──────── Given data ────────

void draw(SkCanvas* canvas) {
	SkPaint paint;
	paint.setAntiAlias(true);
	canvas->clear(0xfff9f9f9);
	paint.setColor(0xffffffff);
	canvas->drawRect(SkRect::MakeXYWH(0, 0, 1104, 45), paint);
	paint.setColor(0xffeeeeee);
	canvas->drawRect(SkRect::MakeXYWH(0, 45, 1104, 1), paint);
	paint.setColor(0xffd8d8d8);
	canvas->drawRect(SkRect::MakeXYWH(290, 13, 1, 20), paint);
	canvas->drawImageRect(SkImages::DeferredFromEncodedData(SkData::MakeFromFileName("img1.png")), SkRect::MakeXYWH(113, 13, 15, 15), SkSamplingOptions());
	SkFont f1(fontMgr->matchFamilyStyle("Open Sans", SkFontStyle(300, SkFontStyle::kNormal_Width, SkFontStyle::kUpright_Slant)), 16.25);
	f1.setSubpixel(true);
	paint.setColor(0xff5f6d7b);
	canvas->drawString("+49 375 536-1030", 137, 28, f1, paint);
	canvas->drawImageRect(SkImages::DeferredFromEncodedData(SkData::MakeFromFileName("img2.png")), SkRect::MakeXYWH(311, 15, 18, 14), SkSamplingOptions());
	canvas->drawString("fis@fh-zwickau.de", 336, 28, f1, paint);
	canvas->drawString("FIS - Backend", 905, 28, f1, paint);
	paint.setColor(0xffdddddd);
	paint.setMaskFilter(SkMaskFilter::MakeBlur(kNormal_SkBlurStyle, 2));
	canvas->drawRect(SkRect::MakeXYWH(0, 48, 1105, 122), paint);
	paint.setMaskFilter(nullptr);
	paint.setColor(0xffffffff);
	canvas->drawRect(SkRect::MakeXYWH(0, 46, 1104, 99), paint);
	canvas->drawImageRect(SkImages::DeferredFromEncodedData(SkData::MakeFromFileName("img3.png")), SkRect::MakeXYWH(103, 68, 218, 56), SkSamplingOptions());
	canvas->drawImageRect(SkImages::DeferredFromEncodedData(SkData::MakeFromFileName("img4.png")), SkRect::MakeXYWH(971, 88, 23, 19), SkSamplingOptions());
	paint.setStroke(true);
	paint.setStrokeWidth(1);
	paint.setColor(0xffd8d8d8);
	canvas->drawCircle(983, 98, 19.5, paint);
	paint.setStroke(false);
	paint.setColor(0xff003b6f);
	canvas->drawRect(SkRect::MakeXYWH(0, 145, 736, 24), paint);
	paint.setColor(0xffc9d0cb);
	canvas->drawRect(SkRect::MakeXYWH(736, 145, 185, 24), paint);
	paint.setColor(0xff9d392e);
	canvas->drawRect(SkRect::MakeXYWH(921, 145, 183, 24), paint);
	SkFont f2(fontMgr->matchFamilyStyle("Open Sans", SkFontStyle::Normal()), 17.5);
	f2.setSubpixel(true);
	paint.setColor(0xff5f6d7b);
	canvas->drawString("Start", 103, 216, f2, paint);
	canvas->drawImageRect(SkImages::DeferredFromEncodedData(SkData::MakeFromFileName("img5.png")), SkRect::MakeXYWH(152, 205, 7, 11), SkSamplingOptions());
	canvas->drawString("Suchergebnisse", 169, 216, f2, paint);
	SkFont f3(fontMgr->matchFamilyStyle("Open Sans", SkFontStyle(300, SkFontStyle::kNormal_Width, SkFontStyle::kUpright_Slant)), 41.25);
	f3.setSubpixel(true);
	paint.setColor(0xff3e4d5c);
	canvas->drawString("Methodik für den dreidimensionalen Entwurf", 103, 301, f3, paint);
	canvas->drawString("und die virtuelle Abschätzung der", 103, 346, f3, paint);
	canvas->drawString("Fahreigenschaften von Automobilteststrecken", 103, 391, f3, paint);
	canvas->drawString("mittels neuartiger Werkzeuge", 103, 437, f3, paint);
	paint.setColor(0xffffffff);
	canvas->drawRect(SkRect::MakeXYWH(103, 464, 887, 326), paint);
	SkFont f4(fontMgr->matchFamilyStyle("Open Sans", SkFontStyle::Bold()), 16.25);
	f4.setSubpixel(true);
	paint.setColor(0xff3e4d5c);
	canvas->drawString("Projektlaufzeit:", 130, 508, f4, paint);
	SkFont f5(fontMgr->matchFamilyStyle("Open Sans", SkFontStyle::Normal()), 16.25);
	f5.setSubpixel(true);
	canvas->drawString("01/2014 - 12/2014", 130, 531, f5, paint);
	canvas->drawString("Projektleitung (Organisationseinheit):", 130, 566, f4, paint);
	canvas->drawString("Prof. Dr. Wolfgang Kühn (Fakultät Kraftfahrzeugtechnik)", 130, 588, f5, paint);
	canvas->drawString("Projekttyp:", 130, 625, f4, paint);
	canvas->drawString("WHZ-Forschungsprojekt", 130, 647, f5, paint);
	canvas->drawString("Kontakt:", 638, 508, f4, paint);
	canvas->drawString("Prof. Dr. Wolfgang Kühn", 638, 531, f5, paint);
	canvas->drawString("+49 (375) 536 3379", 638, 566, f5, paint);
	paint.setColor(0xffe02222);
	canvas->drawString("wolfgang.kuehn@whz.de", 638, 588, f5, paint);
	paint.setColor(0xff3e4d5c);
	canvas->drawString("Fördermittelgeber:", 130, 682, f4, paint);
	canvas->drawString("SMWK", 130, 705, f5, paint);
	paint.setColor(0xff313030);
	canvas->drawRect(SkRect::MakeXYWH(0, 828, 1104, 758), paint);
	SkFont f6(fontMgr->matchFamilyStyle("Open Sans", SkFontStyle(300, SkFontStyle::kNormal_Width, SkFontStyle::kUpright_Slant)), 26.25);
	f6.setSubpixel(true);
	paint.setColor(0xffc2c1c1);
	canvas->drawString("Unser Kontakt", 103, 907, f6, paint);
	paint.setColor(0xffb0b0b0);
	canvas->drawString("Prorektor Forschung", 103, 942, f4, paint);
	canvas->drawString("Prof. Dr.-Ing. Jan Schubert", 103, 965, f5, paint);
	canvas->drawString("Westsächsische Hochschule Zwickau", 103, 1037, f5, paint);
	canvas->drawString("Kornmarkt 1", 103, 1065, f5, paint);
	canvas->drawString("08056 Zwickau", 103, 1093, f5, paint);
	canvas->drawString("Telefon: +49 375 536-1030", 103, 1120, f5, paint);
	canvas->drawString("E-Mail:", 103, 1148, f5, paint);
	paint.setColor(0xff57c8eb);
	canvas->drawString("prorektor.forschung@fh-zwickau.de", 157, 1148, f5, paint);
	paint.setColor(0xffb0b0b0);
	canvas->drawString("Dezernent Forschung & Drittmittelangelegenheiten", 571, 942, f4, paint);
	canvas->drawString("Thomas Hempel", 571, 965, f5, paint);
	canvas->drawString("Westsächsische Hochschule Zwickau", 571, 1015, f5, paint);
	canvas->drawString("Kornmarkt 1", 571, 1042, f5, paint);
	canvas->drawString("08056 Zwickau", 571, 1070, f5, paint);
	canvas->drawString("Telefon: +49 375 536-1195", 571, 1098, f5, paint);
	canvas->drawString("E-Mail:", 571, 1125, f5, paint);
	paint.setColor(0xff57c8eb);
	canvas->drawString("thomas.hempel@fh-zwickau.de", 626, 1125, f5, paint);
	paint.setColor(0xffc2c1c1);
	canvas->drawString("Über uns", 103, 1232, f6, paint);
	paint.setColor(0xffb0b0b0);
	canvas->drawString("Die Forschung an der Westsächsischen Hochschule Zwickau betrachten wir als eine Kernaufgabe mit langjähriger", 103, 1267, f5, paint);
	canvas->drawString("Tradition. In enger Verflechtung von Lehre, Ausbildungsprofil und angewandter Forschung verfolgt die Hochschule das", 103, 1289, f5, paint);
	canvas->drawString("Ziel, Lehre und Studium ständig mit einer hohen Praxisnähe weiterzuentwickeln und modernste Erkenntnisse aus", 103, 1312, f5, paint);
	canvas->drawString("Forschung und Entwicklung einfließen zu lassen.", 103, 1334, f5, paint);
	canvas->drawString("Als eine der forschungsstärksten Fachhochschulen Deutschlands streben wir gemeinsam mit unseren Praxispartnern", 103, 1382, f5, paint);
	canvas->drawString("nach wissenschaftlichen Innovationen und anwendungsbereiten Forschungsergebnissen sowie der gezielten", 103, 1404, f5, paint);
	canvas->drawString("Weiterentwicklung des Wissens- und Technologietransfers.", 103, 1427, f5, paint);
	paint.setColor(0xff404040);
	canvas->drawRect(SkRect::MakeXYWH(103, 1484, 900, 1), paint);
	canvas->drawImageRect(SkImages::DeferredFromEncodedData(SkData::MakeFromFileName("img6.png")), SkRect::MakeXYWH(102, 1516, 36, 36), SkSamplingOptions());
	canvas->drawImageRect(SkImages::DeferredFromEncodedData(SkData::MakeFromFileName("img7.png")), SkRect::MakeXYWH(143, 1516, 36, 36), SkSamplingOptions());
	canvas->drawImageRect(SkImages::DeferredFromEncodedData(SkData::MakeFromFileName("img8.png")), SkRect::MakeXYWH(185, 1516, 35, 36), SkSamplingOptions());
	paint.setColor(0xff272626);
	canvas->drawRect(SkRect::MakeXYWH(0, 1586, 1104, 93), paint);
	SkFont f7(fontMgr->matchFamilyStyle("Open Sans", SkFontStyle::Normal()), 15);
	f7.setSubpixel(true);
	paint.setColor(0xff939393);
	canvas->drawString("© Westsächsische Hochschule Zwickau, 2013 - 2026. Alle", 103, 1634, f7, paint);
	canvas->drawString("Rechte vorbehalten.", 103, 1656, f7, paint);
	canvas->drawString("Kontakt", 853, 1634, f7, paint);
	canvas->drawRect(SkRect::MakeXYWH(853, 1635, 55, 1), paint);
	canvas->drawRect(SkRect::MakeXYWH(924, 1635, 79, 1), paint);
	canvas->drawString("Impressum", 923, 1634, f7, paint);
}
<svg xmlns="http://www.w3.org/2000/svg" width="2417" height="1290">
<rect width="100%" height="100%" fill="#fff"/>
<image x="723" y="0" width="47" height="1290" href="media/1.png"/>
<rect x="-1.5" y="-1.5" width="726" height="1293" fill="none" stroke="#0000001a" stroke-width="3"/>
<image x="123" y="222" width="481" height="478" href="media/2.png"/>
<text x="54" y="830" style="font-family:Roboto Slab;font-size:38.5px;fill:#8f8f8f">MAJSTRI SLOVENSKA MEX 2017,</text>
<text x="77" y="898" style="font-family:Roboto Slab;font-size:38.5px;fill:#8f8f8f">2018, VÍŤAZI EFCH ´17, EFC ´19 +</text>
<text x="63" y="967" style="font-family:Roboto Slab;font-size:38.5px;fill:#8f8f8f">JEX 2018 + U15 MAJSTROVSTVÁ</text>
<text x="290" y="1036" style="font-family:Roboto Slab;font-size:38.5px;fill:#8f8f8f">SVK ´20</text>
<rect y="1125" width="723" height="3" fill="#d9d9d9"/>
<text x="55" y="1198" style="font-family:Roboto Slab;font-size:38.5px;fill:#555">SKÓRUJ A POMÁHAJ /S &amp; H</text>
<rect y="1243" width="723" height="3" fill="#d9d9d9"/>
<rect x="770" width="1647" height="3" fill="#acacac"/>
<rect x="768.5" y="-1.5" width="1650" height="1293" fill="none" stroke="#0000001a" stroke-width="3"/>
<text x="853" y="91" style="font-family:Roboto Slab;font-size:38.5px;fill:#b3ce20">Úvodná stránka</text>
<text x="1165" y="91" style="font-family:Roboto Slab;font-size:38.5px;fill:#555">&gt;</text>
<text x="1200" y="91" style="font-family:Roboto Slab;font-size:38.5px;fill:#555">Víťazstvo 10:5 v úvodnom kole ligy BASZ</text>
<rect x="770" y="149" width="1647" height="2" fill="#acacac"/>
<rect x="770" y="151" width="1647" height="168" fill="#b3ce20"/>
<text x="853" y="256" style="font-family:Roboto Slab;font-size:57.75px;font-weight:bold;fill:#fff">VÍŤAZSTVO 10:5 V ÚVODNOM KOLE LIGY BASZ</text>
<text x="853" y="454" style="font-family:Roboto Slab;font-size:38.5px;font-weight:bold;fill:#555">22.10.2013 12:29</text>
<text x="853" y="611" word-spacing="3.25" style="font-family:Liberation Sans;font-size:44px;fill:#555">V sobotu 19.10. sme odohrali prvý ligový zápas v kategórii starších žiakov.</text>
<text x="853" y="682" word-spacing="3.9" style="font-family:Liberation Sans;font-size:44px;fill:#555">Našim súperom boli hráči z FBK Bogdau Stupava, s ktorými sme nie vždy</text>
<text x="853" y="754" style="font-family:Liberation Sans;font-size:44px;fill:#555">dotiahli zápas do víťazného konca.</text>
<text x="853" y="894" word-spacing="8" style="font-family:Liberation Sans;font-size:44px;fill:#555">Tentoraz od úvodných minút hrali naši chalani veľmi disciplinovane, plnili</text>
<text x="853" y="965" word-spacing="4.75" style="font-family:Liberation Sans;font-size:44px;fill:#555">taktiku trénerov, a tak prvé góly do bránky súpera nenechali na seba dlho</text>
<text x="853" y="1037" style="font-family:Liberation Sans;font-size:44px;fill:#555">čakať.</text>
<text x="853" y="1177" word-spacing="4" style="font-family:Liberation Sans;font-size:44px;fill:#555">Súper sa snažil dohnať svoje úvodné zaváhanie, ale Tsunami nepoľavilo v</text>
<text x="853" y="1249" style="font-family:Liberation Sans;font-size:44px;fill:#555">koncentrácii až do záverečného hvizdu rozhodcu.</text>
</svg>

────────

## [Aim of the task]
Everything from the line with "336, 28, f1, paint);" through the line with "canvas->drawRect(SkRect::MakeXYWH(0, 46, 1104, 99), paint);" should be written out exactly as it appears above, end lines included, and nothing outside that range.

## [Solution for this exercise]
	canvas->drawString("fis@fh-zwickau.de", 336, 28, f1, paint);
	canvas->drawString("FIS - Backend", 905, 28, f1, paint);
	paint.setColor(0xffdddddd);
	paint.setMaskFilter(SkMaskFilter::MakeBlur(kNormal_SkBlurStyle, 2));
	canvas->drawRect(SkRect::MakeXYWH(0, 48, 1105, 122), paint);
	paint.setMaskFilter(nullptr);
	paint.setColor(0xffffffff);
	canvas->drawRect(SkRect::MakeXYWH(0, 46, 1104, 99), paint);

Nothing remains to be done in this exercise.